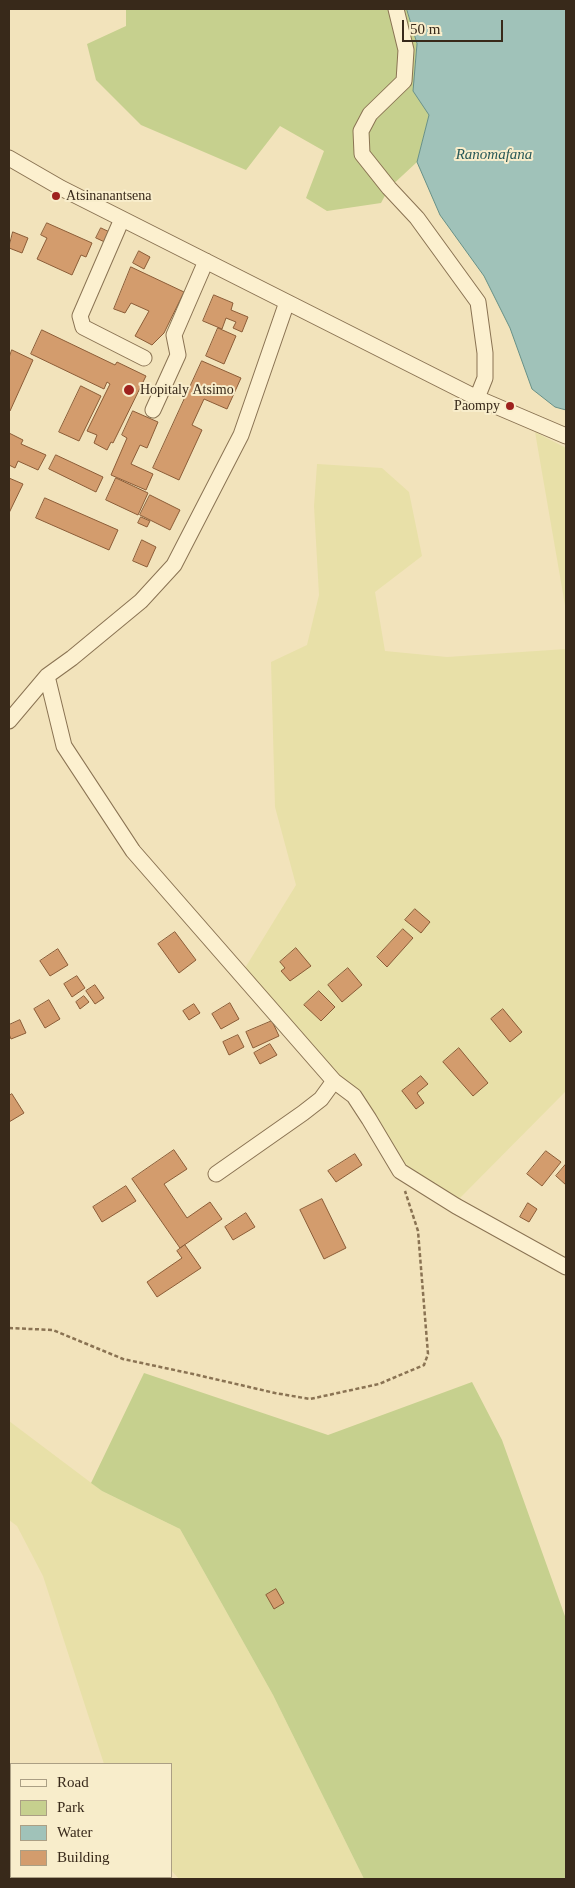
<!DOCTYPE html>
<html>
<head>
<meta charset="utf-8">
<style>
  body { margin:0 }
  #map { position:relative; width:575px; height:1888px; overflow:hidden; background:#f2e3bb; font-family:"Times New Roman",serif }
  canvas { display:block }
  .frame { position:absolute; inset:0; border:10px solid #38291a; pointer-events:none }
  .legend { position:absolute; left:10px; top:1763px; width:162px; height:115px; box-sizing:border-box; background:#f8edcb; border:1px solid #ab9f84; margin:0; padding:6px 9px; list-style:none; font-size:15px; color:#38291a }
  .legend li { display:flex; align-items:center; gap:10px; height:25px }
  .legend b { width:25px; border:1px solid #ab9f84 }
  .scale { position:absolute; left:402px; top:20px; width:101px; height:22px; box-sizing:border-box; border:2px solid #38291a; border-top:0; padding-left:6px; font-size:15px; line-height:18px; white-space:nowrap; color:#38291a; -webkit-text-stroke:4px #f8edcb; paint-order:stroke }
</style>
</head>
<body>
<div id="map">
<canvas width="575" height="1888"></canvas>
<div class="frame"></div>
<ul class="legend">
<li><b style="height:6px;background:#fcf0cf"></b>Road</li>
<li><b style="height:14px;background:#c6d08e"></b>Park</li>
<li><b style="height:14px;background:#a0c2b9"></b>Water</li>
<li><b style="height:14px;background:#d39c6d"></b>Building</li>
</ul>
<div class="scale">50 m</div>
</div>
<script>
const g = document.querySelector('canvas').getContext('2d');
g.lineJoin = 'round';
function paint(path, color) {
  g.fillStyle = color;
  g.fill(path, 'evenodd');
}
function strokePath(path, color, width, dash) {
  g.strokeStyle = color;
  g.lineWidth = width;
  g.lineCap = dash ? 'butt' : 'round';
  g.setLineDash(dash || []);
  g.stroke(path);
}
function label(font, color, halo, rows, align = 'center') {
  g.font = font + ' "Times New Roman",serif';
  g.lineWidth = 4;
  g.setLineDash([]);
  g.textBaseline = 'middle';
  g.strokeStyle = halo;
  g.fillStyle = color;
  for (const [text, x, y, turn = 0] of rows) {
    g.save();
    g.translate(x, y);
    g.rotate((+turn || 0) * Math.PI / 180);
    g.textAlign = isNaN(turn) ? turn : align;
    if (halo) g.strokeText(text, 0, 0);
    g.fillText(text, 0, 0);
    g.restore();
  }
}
paint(new Path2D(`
  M535,432L566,448V611Z
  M317,464L382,468L409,492L422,556L375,592L385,651L447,657L566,649V1091L457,1201L400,1178L353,1100L242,973L296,885L275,807L271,662L307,645L319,595L314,506Z
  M9,1421L102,1491L180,1529L273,1695L364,1879H179L171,1870V1764H104L43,1576L17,1526L9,1520Z`), '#e8e0a8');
paint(new Path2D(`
  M126,9H407L417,44L413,91L429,115L417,162L389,188L381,203L327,211L306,198L324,151L280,126L246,170L141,125L96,80L87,44L126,26Z
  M144,1373L328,1435L472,1382L502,1440L566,1619V1879H364L273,1695L180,1529L102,1491L91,1483Z`), '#c6d08e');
const water = new Path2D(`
  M407,9H566V410L555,407L532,389L510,328L484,276L440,215L417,162L429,115L413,91L417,44Z`);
paint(water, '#a0c2b9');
strokePath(water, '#679087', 1);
const building = new Path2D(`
  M47,223L92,243L86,257L81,255L72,275L37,259L47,238L41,235Z
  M101,228L114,234L109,244L96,238Z
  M13,232L28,238L22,253L9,248Z
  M139,251L150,257L144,269L133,263Z
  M131,267L184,292L164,333L152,345L135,336L149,311L131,303L125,313L114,309Z
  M214,295L233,303L231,310L248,317L242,332L233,328L236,322L226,318L222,329L203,321Z
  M218,328L236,336L224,364L206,356Z
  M42,330L115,365L117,362L146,376L113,443L111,442L107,450L94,443L97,435L87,431L110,384L107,382L104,389L31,354Z
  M12,350L33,360L10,411L9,410V358Z
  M202,361L241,378L227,409L204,399L192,425L202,430L179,480L153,468Z
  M81,386L101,396L79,441L59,432Z
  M133,411L158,422L147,448L140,445L131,464L153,474L146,490L111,475L127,438L122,435Z
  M9,433L23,440L21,444L46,455L38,470L18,461L15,468L9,465Z
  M56,455L103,477L96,492L49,469Z
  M9,478L23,484L9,513Z
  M116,478L148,493L138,515L106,500Z
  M150,495L180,510L170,530L140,515Z
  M45,498L118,530L109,550L36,518Z
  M141,517L150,521L147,527L138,523Z
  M142,540L156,547L147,567L133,561Z
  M415,909L430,922L421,933L405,920Z
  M403,929L413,938L387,967L377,957Z
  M175,932L196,960L179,973L158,944Z
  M296,948L311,966L290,981L281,971L285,968L280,962Z
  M58,949L68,965L50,976L40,961Z
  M348,968L362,985L342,1002L328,985Z
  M77,976L85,988L72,997L64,984Z
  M95,985L104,998L95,1004L86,991Z
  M319,991L335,1007L321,1021L304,1005Z
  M84,996L89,1002L80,1009L76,1002Z
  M49,1000L60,1019L45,1028L34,1009Z
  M230,1003L239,1019L221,1029L212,1014Z
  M194,1004L200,1013L189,1020L183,1011Z
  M503,1009L522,1032L510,1042L491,1019Z
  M20,1020L26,1033L11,1039L9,1034V1025Z
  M272,1021L279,1036L253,1048L246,1032Z
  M238,1035L244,1047L229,1055L223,1042Z
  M270,1044L277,1055L260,1064L254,1053Z
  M459,1048L488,1083L473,1096L443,1062Z
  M421,1076L428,1084L417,1093L424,1103L416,1109L402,1091Z
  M12,1094L24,1113L9,1122V1096Z
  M174,1150L187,1169L164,1184L187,1218L210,1202L222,1219L180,1248L132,1179Z
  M546,1151L561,1162L542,1186L527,1174Z
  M355,1154L362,1165L336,1182L328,1171Z
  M566,1164V1185L556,1176Z
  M126,1186L136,1201L102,1222L93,1207Z
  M322,1199L346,1248L324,1259L300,1210Z
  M528,1203L537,1209L529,1222L520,1217Z
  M246,1213L255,1227L233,1240L225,1227Z
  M185,1245L201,1268L157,1297L147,1282L182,1258L177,1251Z
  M276,1589L284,1603L274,1609L266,1595Z`);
paint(building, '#d39c6d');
strokePath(building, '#8b5c37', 1);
const minor = new Path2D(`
  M396,9L406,50L404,81L370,114L361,131L362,154L389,188L417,218L478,302L485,353V378L477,398
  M9,158L61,188L477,398L566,436
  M122,219L80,316L83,327L144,358
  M153,410L178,355L174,335L206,261
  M47,676L64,746L133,851L334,1081L354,1096L369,1119L400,1171L456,1206L566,1267
  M9,721L47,676L72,658L141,601L174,565L241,435L287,302
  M216,1174L303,1113L321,1099L334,1081`);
strokePath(minor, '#8a7353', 17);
strokePath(new Path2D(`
  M9,1328L53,1330L123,1359L193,1374L275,1393L310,1399L379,1384L424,1365L428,1354L418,1231L405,1191`), '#8a7353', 2.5, [4, 2.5]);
strokePath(minor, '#fcf0cf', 15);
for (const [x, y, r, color] of [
  [56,196,5,"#9e221e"],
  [129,390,6,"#9e221e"],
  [510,406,5,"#9e221e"]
]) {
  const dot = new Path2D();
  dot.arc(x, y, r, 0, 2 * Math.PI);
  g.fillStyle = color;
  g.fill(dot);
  strokePath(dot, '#f8edcb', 2);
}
label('14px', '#38291a', '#f8edcb', [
  ["Atsinanantsena",66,196],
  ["Hopitaly Atsimo",140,390],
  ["Paompy",500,406,"right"]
], 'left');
label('italic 15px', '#285958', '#f8edcb', [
  ["Ranomafana",494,155]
]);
</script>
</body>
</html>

★ ★ ★

◆ **AIM OF THE TASK**
Extract every line above containing the word "align".

◆ **TASK RESULT**
  .legend li { display:flex; align-items:center; gap:10px; height:25px }
function label(font, color, halo, rows, align = 'center') {
    g.textAlign = isNaN(turn) ? turn : align;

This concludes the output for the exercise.